Then shut the funk up!

You're such a damn whiner. You put up routes 10 years ago, then disappear off the face of the earth and expect everyone to know that you intended for your routes to have no anchors!?

If you're not going to participate in the climbing community, you don't write down and publicize your routes, then you surrender all rights to complain about it when someone else comes along. Although it's obvious to YOU that the routes had been climbed, it isn't obvious to everyone.

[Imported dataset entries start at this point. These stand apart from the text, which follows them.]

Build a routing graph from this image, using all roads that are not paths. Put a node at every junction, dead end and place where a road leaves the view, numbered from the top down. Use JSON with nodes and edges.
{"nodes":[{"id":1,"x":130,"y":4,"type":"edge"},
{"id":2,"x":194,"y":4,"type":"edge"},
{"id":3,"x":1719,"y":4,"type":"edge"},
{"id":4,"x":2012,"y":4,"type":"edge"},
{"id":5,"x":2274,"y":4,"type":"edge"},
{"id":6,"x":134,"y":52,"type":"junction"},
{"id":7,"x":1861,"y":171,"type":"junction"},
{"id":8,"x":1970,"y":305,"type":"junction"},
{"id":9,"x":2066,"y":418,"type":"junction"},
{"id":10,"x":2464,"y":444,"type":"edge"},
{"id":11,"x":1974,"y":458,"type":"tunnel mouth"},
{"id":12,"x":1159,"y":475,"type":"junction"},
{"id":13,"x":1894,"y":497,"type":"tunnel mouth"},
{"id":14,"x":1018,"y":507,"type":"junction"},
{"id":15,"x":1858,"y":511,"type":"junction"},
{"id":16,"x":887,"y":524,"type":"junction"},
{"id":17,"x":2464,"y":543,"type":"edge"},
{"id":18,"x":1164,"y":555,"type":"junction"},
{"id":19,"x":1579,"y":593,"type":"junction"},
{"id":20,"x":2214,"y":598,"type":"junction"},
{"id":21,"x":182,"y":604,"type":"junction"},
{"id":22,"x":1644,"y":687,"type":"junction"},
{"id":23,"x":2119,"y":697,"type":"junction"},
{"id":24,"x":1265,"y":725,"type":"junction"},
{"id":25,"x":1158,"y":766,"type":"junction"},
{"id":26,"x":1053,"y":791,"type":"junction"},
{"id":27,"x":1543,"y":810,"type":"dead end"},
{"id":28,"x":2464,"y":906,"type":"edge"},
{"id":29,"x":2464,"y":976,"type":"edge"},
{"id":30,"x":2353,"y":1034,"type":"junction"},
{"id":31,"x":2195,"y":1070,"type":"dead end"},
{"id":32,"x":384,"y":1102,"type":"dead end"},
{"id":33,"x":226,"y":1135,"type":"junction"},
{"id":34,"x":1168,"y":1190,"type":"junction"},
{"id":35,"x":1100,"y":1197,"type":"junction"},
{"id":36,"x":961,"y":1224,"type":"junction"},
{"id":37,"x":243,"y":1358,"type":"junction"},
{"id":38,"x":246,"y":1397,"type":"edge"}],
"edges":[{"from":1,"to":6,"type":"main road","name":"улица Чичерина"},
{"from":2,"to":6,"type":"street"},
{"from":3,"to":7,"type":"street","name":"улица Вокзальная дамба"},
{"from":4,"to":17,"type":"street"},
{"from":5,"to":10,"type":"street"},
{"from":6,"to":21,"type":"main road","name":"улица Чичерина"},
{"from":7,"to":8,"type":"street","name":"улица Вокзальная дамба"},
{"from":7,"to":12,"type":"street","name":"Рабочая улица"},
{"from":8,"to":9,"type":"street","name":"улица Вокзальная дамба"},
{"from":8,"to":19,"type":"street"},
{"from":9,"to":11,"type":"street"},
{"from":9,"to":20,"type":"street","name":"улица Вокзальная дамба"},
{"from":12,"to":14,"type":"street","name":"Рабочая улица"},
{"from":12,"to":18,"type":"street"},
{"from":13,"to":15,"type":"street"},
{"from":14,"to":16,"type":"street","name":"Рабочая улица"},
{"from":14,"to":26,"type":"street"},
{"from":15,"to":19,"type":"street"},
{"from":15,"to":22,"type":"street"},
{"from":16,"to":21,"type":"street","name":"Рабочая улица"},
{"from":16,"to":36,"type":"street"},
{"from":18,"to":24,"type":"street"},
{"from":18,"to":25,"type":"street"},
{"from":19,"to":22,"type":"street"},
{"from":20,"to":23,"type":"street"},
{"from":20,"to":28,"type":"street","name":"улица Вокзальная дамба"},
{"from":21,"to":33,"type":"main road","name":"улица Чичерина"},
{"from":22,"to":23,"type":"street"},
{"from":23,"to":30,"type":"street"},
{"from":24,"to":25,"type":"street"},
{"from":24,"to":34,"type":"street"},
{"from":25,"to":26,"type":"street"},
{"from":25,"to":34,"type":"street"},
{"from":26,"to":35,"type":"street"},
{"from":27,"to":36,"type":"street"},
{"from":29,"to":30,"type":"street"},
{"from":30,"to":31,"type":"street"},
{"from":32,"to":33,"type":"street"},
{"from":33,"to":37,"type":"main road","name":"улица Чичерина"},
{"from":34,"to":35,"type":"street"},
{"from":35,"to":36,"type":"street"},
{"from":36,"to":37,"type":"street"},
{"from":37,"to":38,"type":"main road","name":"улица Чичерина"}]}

I would guess "most" climbers find it terribly inconvenient to have a bolted sport route with no anchors. Whoever added an anchor probably thought he was doing a service by correcting the cheap-ass attempt of the FA'er to save a little money, and screw every climber that comes along afterward. If you're putting steel into rock, you've already crossed the ethical line, so at least do it right and put in a proper anchor.

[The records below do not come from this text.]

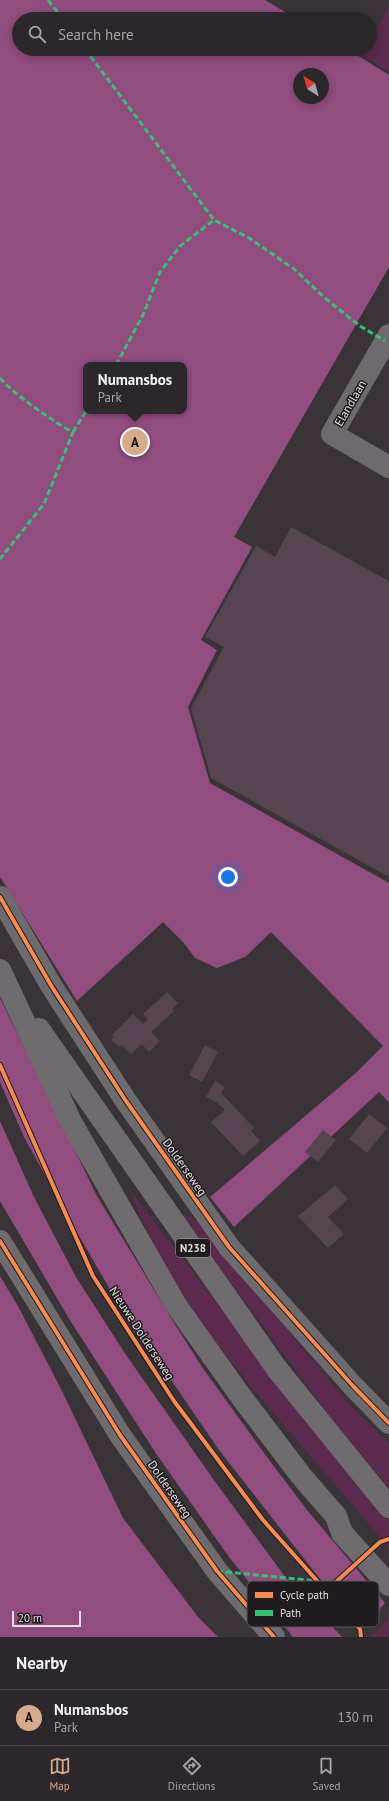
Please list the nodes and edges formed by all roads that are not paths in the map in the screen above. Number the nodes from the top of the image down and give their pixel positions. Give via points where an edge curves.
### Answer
1 (389, 335) edge
2 (389, 467) edge
3 (0, 897) edge
4 (3, 976) edge
5 (0, 1241) edge
6 (389, 1423) edge
7 (389, 1507) edge
8 (336, 1516) junction
9 (389, 1563) edge
10 (389, 1585) edge
11 (247, 1606) edge
12 (265, 1627) edge
13 (274, 1637) edge

1 - 2 street, Elandlaan via 332,434
3 - 6 street, Dolderseweg via 52,987 126,1101 230,1247
4 - 7 main road, N238 via 277,1369
4 - 8 main road, N238 via 71,1122 176,1305 242,1398 302,1477
5 - 11 main road, Dolderseweg via 120,1435 217,1571
8 - 9 main road, N238 via 352,1525
8 - 10 main road, N238 via 342,1533
12 - 13 main road, Dolderseweg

There is a climbing COMMUNITY. If you're not participating in it, then stop complaining, or go back to jumping off cliffs.
Greg Barnes

climber
Apr 23, 2003 - 02:20pm PT
Hey Russ,

maybe he knows more than he's letting on -

and is trying to avoid getting sued....

Greg (this post is copyrighted...)
Klimmer

Mountain climber
San Diego
Topic Author's Reply - Apr 23, 2003 - 02:36pm PT
Mike A,

We are not just talking about adding cold-shuts to an already existing line of bolts and great anchors at the top.
We are talking about adding many more bolts to an obvious line of pre-existing bolts on the climb itself.
For the retro-climbers to claim they didn't know there was a climb there already, they would have to blind
and "__" (you fill in the missing abusive name for yourself). Like I said, you're grandparents could easily
do the climb with no fear at all. Why bother? Why not just top rope it now since the danger and fear is now exactly
the same. When you climb these routes now, it is as though you are walking a top rope up the climb as you go. How
adventurous is that? There is very little respect in the climbing community now. It is a sad state of affairs and a
mirror of society. Sad, very sad . . .
pinkpoint

Social climber
Nevada
Apr 23, 2003 - 02:39pm PT
I used to boulder up at the Gun Club, or Lizard's mouth, above Santa Barbara back in the mid eighties. I worked on one tall boulder face many times before getting the nerve to do a strenuous mantle about 15' up. I went back a few years ago, and found anchor bolts at the top. Ha. Like a big wankstain, if you ask me.
Demented

climber
Apr 23, 2003 - 02:58pm PT
Problem is... we're all so into being studs and studettes..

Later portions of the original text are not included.